Start of DATA RECORDS

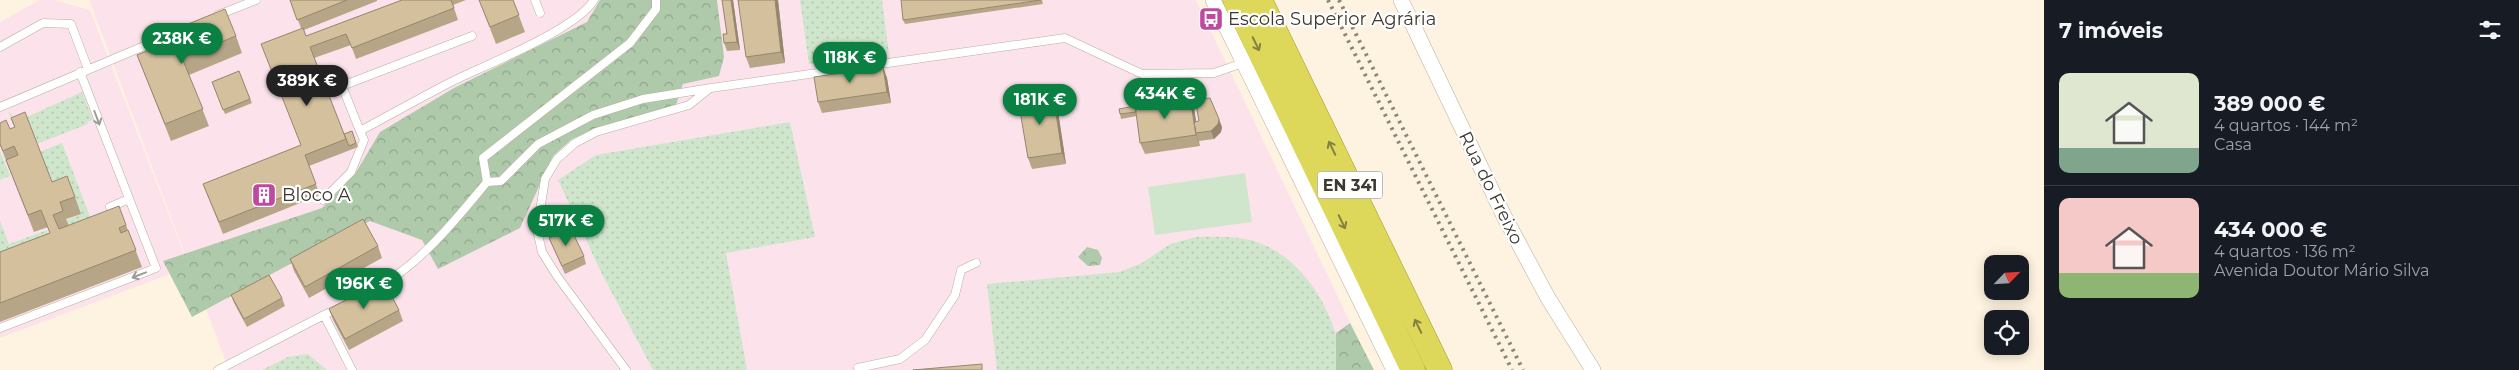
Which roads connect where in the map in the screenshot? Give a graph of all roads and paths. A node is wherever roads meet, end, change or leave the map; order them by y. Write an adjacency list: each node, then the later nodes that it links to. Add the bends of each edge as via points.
1 (256, 0): 10 (lane)
2 (535, 0): 9 (lane)
3 (594, 0): 19 (lane, via 588,10 569,24)
4 (656, 0): 20 (lane, via 656,9 630,43 483,158)
5 (1213, 0): 14 (street)
6 (1235, 0): 34 (highway, EN 341, one-way to 34)
7 (1260, 0): 35 (highway, EN 341, one-way to 7)
8 (1401, 0): 36 (street, Rua do Freixo, via 1504,216 1548,298)
9 (540, 13)
10 (212, 18)
11 (187, 28): 15 (lane)
12 (472, 36): 19 (lane, via 342,86)
13 (0, 47): 15 (lane, via 43,23 71,24)
14 (1243, 63): 17 (lane, via 1214,73 1142,74 1065,38); 33 (street)
15 (88, 69): 16 (lane)
16 (80, 72): 18 (lane); 21 (lane, one-way to 21)
17 (710, 88): 20 (lane, via 643,99 593,115 538,144 501,181); 32 (lane, via 689,105 596,132 574,143 557,159 545,179 537,230 542,252)
18 (0, 107)
19 (360, 131): 22 (lane, via 364,140 351,172)
20 (488, 182): 25 (lane, via 410,265)
21 (129, 199): 23 (lane); 28 (lane, one-way to 28, via 156,268)
22 (323, 200)
23 (110, 207)
24 (976, 263): 29 (lane, via 961,270 955,296 925,340 900,359)
25 (367, 293)
26 (346, 304): 27 (lane)
27 (324, 315): 30 (lane); 31 (lane)
28 (0, 328)
29 (858, 368)
30 (218, 370)
31 (352, 370)
32 (626, 370)
33 (1394, 370)
34 (1413, 370)
35 (1440, 370)
36 (1593, 370)

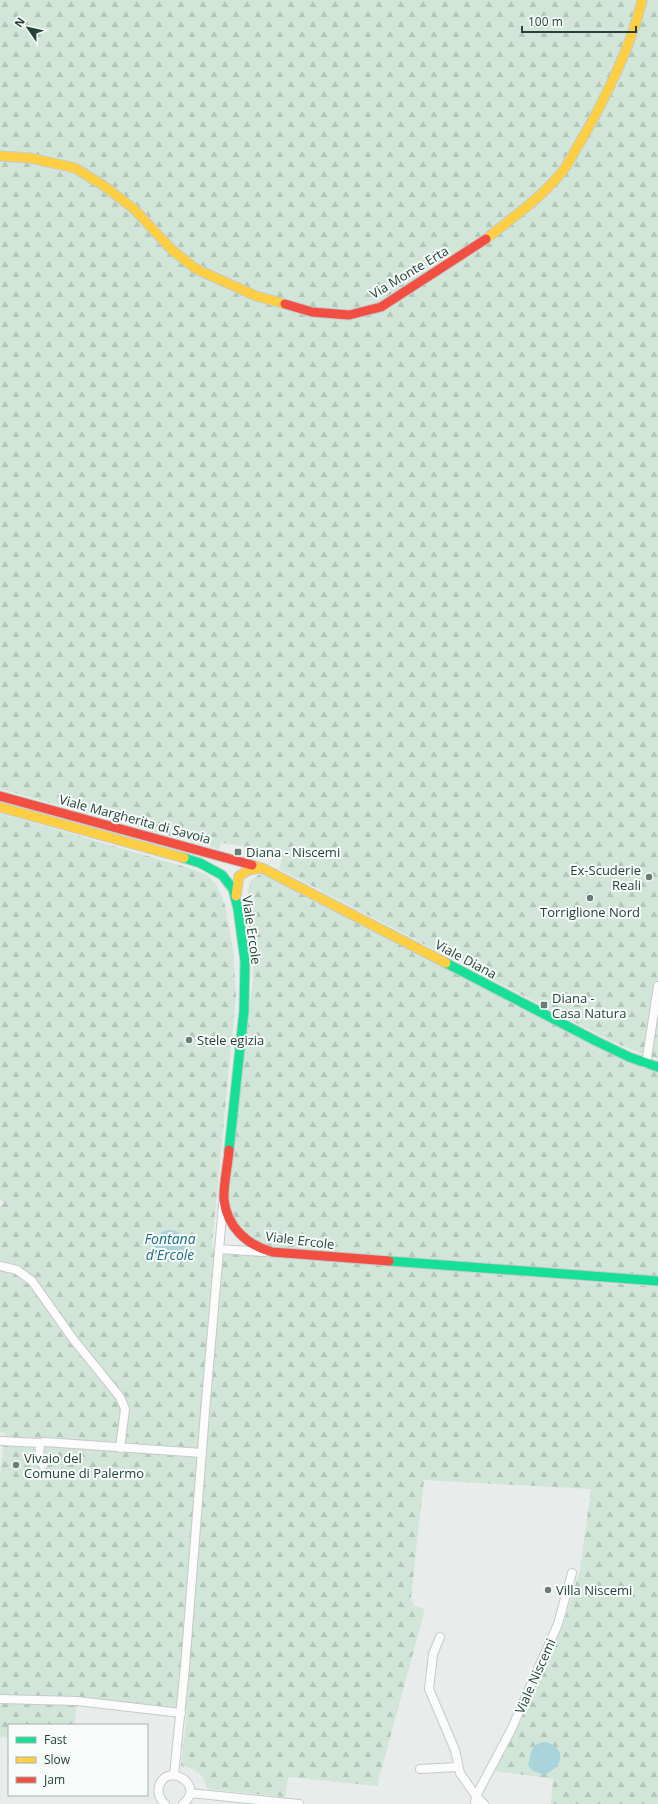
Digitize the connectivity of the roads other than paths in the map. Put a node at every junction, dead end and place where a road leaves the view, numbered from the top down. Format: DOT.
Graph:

End of DATA RECORDS

YOUR GOAL: Every line from the one with "Digitize the connectivity" to the end of the records above should be returned exactly, and no other lines.

THE COMPLETED TASK:
Digitize the connectivity of the roads other than paths in the map. Put a node at every junction, dead end and place where a road leaves the view, numbered from the top down. Format: DOT.
Graph:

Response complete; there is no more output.